> [Work to be completed]:
Each line in the entries below that holds the string "roads" must be copied.
»»
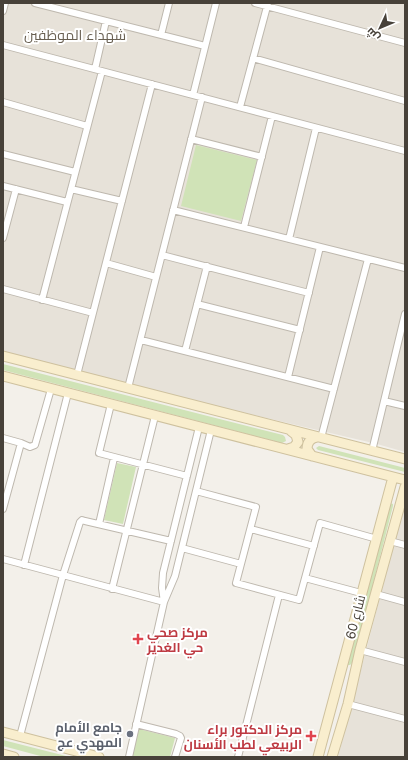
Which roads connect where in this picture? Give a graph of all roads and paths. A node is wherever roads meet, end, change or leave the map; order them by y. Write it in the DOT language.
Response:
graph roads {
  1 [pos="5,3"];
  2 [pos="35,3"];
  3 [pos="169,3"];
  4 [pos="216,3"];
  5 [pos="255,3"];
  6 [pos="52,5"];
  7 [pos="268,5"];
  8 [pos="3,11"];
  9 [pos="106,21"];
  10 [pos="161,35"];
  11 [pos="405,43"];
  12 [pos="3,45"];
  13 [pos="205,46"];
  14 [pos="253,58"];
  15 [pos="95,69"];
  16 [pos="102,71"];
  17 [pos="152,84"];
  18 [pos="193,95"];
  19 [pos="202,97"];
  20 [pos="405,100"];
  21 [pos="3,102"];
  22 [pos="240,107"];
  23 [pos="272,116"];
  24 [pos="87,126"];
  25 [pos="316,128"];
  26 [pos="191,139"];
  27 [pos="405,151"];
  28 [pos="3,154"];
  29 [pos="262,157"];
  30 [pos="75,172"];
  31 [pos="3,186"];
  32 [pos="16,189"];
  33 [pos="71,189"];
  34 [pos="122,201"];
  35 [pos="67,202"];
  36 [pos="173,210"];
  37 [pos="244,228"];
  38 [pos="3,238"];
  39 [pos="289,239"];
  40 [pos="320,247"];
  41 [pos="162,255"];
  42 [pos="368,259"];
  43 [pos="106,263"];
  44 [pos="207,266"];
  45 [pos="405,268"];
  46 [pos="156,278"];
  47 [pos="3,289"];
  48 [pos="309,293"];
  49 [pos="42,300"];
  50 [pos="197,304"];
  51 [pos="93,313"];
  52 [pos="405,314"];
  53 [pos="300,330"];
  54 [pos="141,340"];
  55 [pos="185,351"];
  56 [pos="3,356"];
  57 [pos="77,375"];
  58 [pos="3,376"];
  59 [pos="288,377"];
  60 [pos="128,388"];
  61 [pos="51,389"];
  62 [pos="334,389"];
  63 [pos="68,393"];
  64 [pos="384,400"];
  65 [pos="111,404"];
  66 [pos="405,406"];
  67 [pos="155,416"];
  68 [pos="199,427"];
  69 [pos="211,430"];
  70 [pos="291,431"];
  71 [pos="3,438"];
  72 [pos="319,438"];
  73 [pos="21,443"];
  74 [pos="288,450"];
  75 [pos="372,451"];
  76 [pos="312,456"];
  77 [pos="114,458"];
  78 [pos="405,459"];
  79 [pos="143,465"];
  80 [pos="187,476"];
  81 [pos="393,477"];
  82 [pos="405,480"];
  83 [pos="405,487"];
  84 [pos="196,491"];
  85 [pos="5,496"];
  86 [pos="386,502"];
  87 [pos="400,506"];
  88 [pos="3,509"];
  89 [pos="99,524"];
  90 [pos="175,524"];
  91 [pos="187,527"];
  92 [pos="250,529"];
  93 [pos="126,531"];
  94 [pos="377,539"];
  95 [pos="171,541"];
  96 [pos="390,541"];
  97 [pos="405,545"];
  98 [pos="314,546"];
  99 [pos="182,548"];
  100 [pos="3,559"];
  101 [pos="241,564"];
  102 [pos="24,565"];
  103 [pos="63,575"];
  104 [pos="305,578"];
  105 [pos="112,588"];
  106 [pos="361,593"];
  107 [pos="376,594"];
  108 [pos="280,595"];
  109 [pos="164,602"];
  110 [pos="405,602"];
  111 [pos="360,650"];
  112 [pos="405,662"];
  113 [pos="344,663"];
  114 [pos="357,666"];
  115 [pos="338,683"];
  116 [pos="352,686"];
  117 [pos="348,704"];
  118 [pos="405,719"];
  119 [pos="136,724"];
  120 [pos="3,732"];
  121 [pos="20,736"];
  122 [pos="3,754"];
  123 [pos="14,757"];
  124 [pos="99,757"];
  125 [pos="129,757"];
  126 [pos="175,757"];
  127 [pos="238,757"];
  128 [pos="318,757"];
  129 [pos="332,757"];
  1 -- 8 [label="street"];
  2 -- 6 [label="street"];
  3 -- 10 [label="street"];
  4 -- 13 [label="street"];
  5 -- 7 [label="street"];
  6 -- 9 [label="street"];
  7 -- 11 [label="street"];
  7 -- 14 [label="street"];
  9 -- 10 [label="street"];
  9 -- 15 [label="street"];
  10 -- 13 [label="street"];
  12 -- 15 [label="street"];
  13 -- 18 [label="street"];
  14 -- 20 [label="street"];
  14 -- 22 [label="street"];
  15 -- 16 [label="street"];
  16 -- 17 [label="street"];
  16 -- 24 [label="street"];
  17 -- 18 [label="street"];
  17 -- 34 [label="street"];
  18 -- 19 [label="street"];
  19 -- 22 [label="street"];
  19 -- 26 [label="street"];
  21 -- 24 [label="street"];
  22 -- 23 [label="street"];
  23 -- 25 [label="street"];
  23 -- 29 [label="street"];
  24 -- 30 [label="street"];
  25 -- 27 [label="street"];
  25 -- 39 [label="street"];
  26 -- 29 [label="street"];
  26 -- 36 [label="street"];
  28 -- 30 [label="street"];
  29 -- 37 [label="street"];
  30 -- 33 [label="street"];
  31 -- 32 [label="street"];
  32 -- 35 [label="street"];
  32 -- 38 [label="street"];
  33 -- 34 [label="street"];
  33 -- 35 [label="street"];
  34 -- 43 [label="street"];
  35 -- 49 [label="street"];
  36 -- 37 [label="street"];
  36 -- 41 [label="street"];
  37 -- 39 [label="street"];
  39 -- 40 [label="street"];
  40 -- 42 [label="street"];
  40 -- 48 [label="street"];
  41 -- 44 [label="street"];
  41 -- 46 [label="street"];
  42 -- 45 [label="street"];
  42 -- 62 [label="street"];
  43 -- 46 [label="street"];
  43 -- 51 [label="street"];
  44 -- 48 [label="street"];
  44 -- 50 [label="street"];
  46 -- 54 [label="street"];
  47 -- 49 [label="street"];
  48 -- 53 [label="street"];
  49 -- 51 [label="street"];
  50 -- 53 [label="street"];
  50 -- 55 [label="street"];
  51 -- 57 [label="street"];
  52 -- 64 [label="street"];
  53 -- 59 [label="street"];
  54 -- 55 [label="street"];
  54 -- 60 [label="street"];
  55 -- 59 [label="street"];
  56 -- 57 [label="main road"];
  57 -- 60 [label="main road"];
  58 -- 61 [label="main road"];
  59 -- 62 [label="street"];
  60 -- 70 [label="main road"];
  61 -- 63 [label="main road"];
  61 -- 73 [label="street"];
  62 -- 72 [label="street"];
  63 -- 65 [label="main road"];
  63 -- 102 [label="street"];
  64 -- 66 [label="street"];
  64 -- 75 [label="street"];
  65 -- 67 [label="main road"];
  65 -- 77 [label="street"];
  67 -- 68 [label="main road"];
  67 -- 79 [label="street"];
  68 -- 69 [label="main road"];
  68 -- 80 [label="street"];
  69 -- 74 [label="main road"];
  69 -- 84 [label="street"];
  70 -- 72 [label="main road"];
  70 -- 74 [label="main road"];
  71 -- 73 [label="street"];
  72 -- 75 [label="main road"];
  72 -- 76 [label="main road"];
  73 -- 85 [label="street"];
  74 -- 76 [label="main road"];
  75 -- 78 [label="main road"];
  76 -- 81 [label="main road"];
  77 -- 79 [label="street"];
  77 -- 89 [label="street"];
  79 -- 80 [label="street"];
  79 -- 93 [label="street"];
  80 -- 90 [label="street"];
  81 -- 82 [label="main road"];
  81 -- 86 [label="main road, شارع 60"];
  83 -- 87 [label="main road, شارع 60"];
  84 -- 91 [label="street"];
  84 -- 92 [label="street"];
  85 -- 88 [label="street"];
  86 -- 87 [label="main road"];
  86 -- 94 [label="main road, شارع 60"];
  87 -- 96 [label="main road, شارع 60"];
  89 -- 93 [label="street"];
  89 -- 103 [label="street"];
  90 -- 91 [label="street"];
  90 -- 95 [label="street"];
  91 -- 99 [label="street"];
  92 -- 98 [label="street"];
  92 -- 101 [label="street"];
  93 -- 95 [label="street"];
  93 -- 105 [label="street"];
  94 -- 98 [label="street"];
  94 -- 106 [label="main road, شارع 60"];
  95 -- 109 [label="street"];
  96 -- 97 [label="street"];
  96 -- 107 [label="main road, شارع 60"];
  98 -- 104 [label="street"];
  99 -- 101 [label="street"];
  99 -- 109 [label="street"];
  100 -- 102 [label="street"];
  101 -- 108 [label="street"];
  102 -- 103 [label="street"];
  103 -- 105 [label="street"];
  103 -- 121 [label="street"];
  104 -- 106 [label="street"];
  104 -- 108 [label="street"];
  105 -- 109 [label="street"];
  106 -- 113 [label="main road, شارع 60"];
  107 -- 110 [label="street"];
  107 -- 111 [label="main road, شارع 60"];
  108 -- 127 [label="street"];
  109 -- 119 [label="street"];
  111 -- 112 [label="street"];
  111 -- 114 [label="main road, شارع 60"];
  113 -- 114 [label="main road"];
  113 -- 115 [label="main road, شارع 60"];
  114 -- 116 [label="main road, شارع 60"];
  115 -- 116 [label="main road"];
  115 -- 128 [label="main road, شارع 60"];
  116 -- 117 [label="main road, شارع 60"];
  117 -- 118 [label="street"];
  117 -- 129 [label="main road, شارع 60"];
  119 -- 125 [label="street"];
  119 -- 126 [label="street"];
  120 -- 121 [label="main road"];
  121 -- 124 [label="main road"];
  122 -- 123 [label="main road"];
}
««
> [Solution to the problem]:
Which roads connect where in this picture? Give a graph of all roads and paths. A node is wherever roads meet, end, change or leave the map; order them by y. Write it in the DOT language.
graph roads {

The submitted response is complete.